In the United Kingdom, the album debuted at number 28, making it Legend's lowest-charting studio album at the time, and initially spent only one week in the top 40, dropping thirty-six places to number 64 in its second week.
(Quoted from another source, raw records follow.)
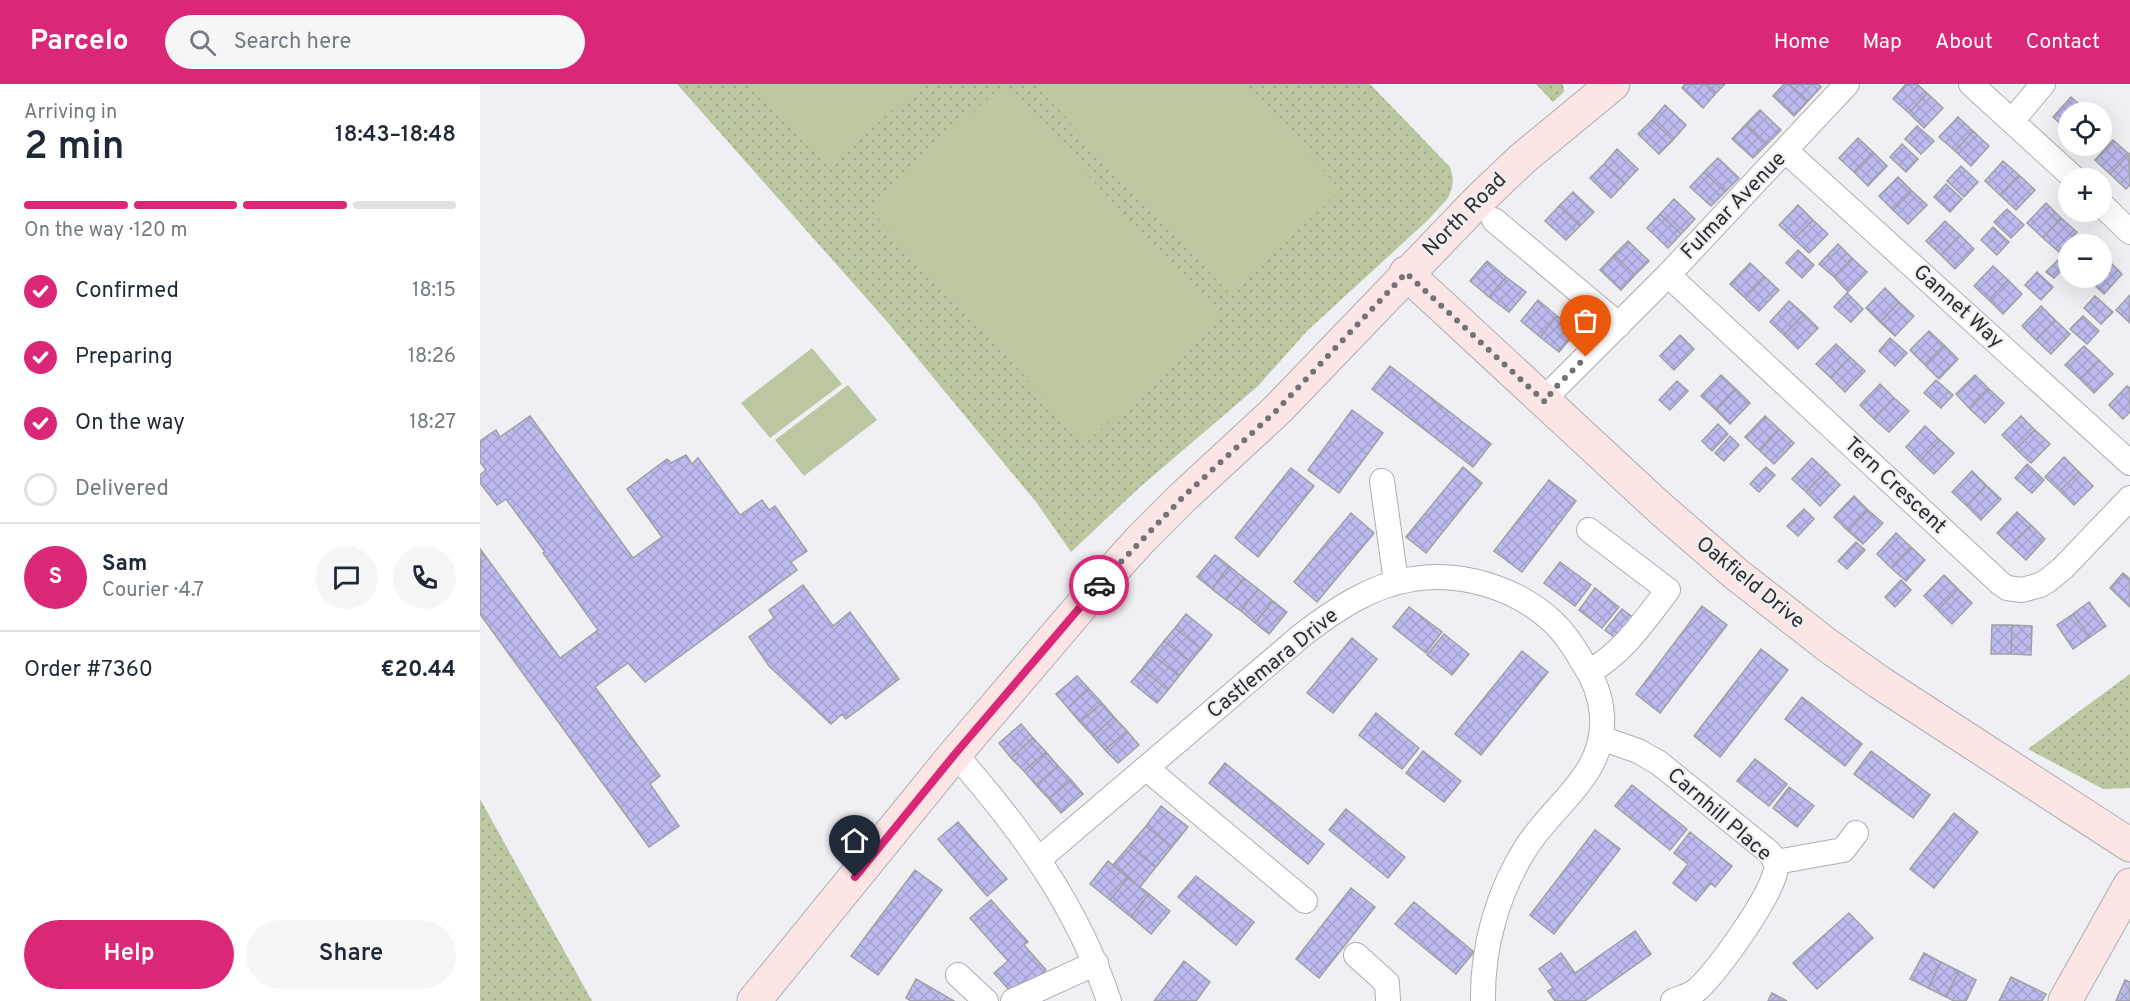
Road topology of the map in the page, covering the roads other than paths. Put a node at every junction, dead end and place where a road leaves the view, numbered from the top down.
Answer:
1 (1613, 84) edge
2 (1847, 84) edge
3 (1971, 84) edge
4 (2043, 84) edge
5 (2012, 120) junction
6 (1786, 151) junction
7 (2062, 168) edge
8 (2112, 215) edge
9 (1494, 220) dead end
10 (2130, 232) edge
11 (1406, 273) junction
12 (1668, 275) junction
13 (1618, 324) junction
14 (1545, 402) junction
15 (2130, 463) edge
16 (1382, 481) dead end
17 (2130, 498) edge
18 (1589, 530) dead end
19 (1396, 582) junction
20 (1589, 672) junction
21 (1601, 738) junction
22 (955, 754) junction
23 (1146, 768) junction
24 (1856, 833) dead end
25 (2130, 845) edge
26 (1038, 860) junction
27 (1776, 862) junction
28 (2130, 885) edge
29 (1305, 901) dead end
30 (1356, 955) dead end
31 (1096, 963) junction
32 (958, 975) dead end
33 (754, 1001) edge
34 (986, 1001) edge
35 (1013, 1001) edge
36 (1109, 1001) edge
37 (1388, 1001) edge
38 (1483, 1001) edge
39 (1673, 1001) edge
40 (2065, 1001) edge

1 - 11 street, North Road
2 - 6 street, Fulmar Avenue
3 - 5 street
4 - 5 street
5 - 7 street
6 - 12 street, Fulmar Avenue
6 - 15 street, Gannet Way
8 - 10 street
9 - 13 street
11 - 14 street, Oakfield Drive
11 - 22 street, North Road
12 - 13 street, Fulmar Avenue
12 - 17 street, Tern Crescent
13 - 14 street, Fulmar Avenue
14 - 25 street, Oakfield Drive
16 - 19 street
18 - 20 street
19 - 20 street, Castlemara Drive
19 - 23 street, Castlemara Drive
20 - 21 street, Castlemara Drive
21 - 27 street, Carnhill Place
21 - 38 street, Castlemara Drive
22 - 26 street
22 - 33 street, North Road
23 - 26 street, Castlemara Drive
23 - 29 street
24 - 27 street
26 - 31 street
27 - 39 street, Carnhill Place
28 - 40 street
30 - 37 street
31 - 35 street
31 - 36 street
32 - 34 street

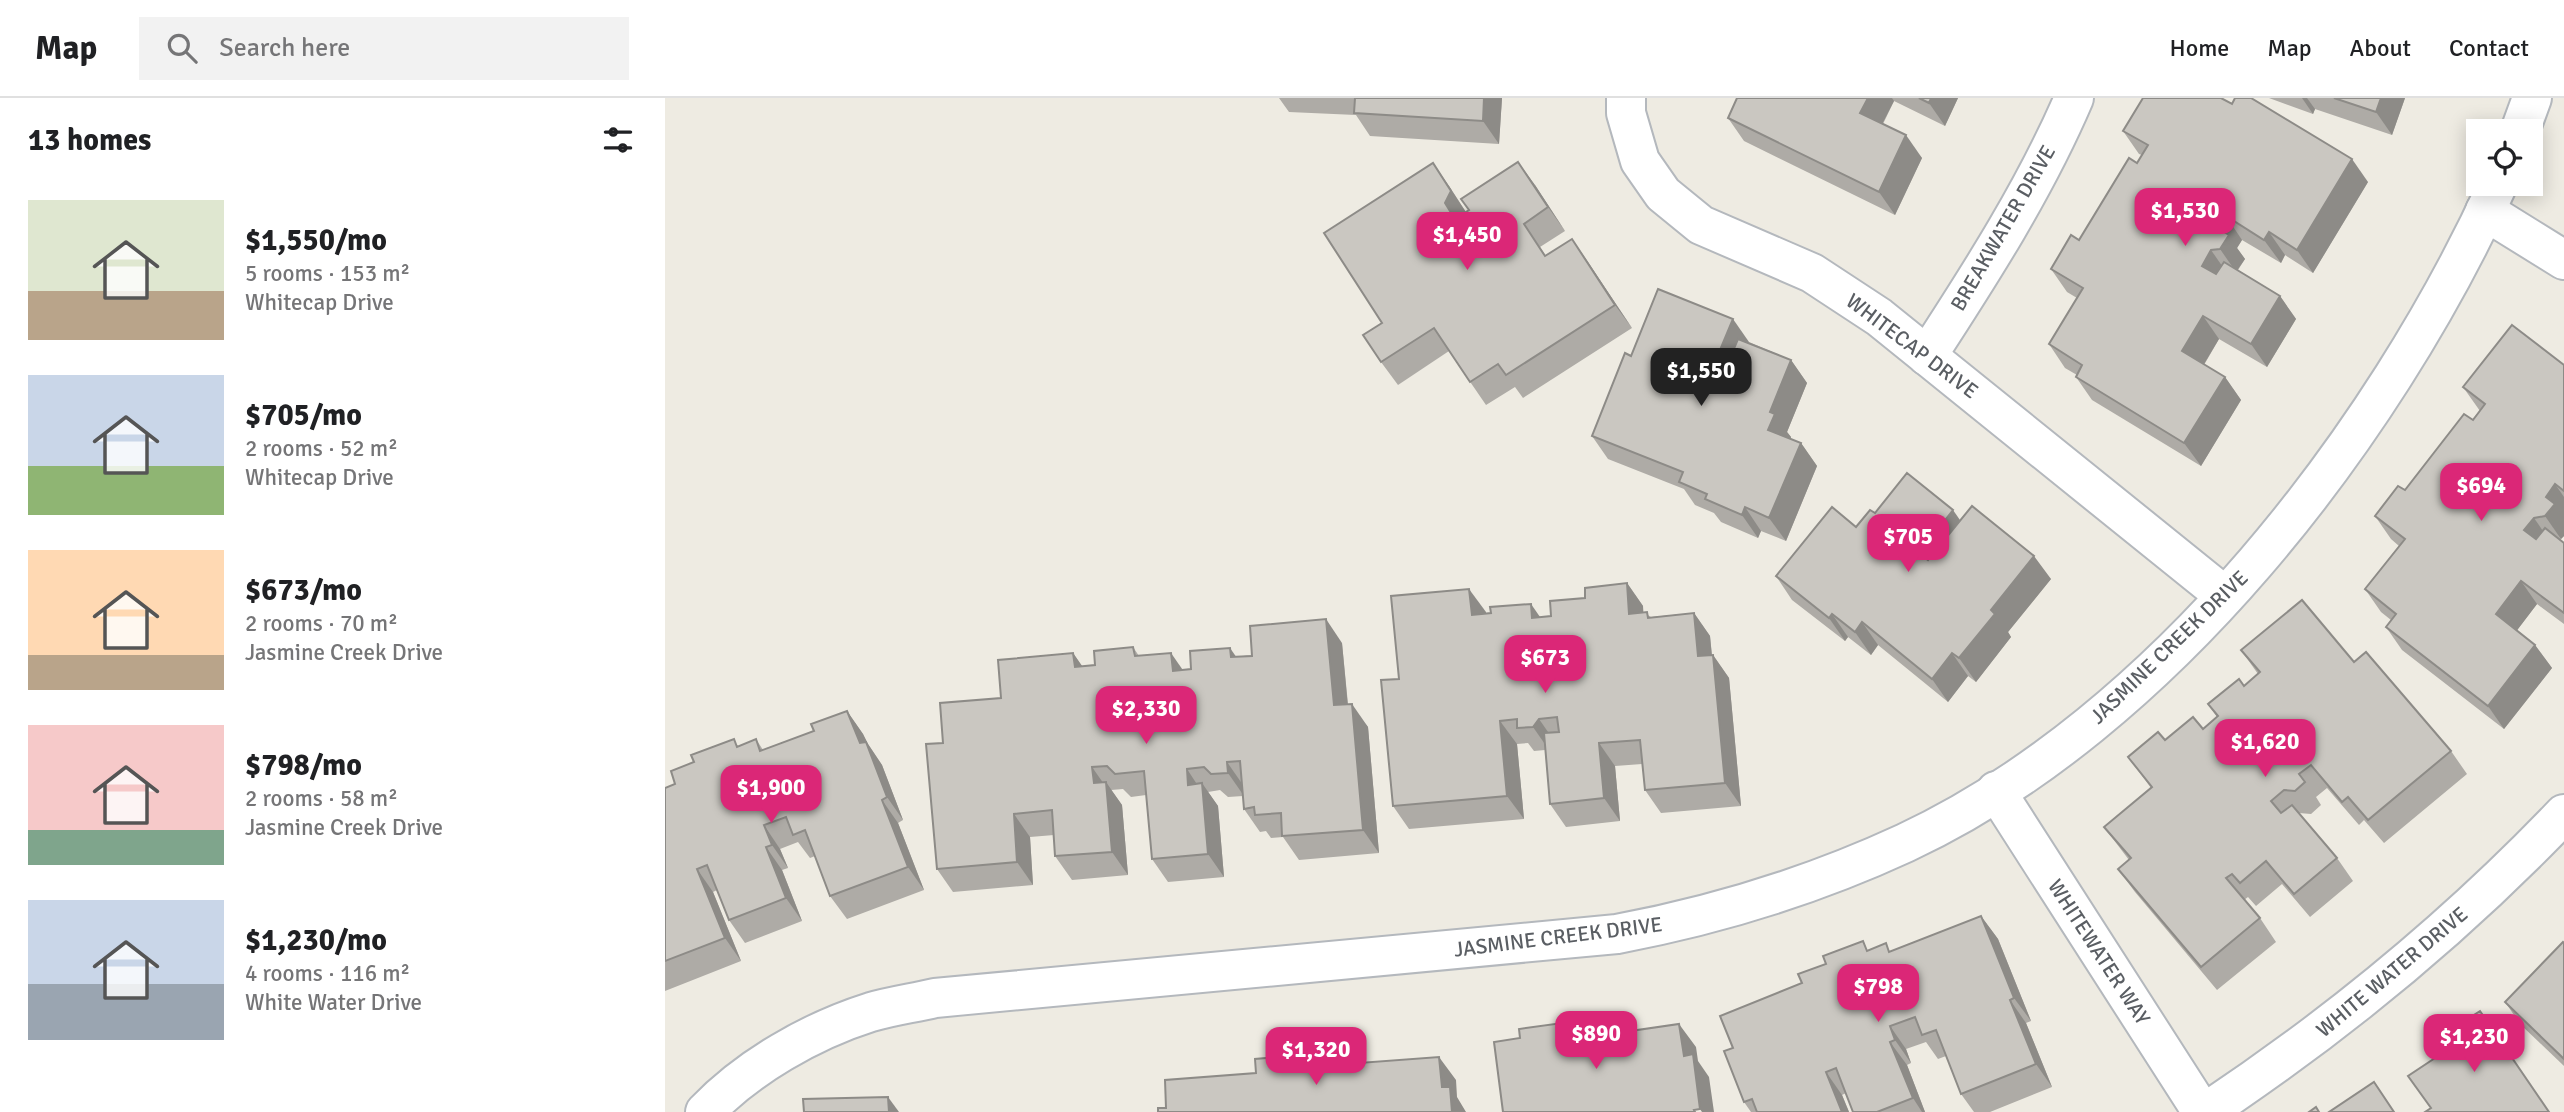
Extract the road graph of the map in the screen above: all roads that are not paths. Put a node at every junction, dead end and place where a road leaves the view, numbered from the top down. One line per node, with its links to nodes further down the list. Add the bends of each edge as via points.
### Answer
1 (1626, 98): 7 (street, WHITECAP DRIVE, via 1640,161 1663,194 1701,225 1812,273 1879,317)
2 (2074, 98): 7 (street, BREAKWATER DRIVE, via 2032,184)
3 (2532, 98): 4 (street)
4 (2524, 119)
5 (2492, 198): 6 (street); 8 (street, JASMINE CREEK DRIVE, via 2443,297 2364,423 2272,544)
6 (2564, 260)
7 (1927, 356): 8 (street, WHITECAP DRIVE)
8 (2224, 596): 9 (street, JASMINE CREEK DRIVE, via 2092,723)
9 (1996, 792): 11 (street, JASMINE CREEK DRIVE, via 1908,842 1814,882 1671,924 1617,934 935,998 870,1012 790,1047); 12 (street, WHITEWATER WAY)
10 (2564, 814): 12 (street, WHITE WATER DRIVE, via 2457,920 2389,978 2288,1057)
11 (705, 1112)
12 (2204, 1112)

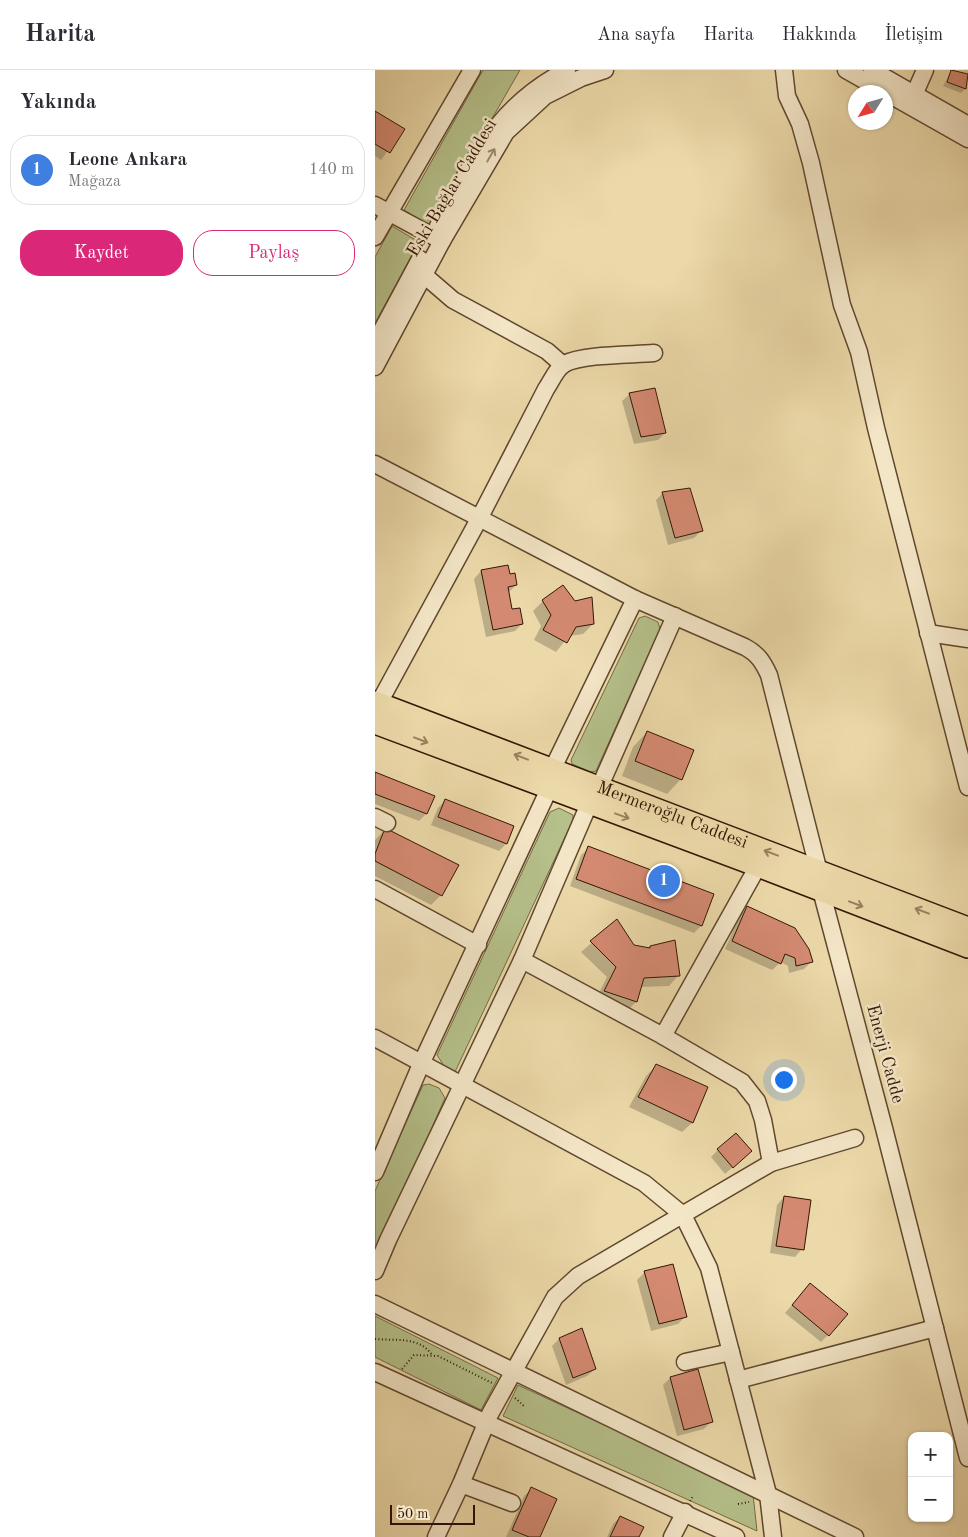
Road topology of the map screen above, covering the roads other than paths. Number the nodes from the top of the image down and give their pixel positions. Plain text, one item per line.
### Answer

However, the success of "All of Me" caused it to re-enter the top 40 at number 36 in the chart dated February 16, 2014. Love in the Future has so far spent twenty-six weeks in the top 40 (twenty-five of which came after the release of "All of Me") and has reached a new peak of number two, making it his highest-charting album to date and only his second album to reach the UK top ten.

==Accolades==
In December 2013, Love in the Future was nominated for Best R&B Album at the 2014 Grammy Awards.

==Track listing==

Notes
- Track listing and credits from album booklet.
- ^{} signifies a co-producer.
- ^{} signifies an additional producer.
- "Made to Love" features vocals by Kimbra and Aude Cardona.
- "Save the Night" and "Aim High" feature background vocals by Jessyca Wilson.
- "Tomorrow" features background vocals by Ashley Rodriguez.
- "What If I Told You? (Interlude)" features background vocals by James Fauntleroy.
- "Asylum" features vocals by Jessyca Wilson.
- "Caught Up" features vocals by Aude Cardona and background vocals by Jessyca Wilson and Guordan Banks.

Sample credits
- "The Beginning..." contains a sample from "Winter Song", written and performed by Sara Bareilles and Ingrid Michaelson.
- "Open Your Eyes" is a cover to the track of the same name, written by Bobby Caldwell, Norman Harris, and Bruce Malament, and it contains a sample from "You're Gettin' a Little Too Smart", written by Abrim Tilmon, and performed by The Detroit Emeralds.
- "Who Do We Think We Are" contains an excerpt from the live version of "Let Love Rule", written and performed by Lenny Kravitz; samples from "Mr. Big Stuff", written by Joseph Broussard, Carol Washington, and Ralph Williams, and performed by Jean Knight; and samples from "If I Should Die Tonight", written by Marvin Gaye and Ed Townsend, and performed by Gaye.
- "Tomorrow" contains a sample from "Glowin'", written by Malcolm Rebennack Jr., and performed by Dr. John.
- "So Gone" contains a sample from "Always Together", written by Marcus Miller, Al Smith, Genevieve Smith, and Robin Smith, and performed by The Dells.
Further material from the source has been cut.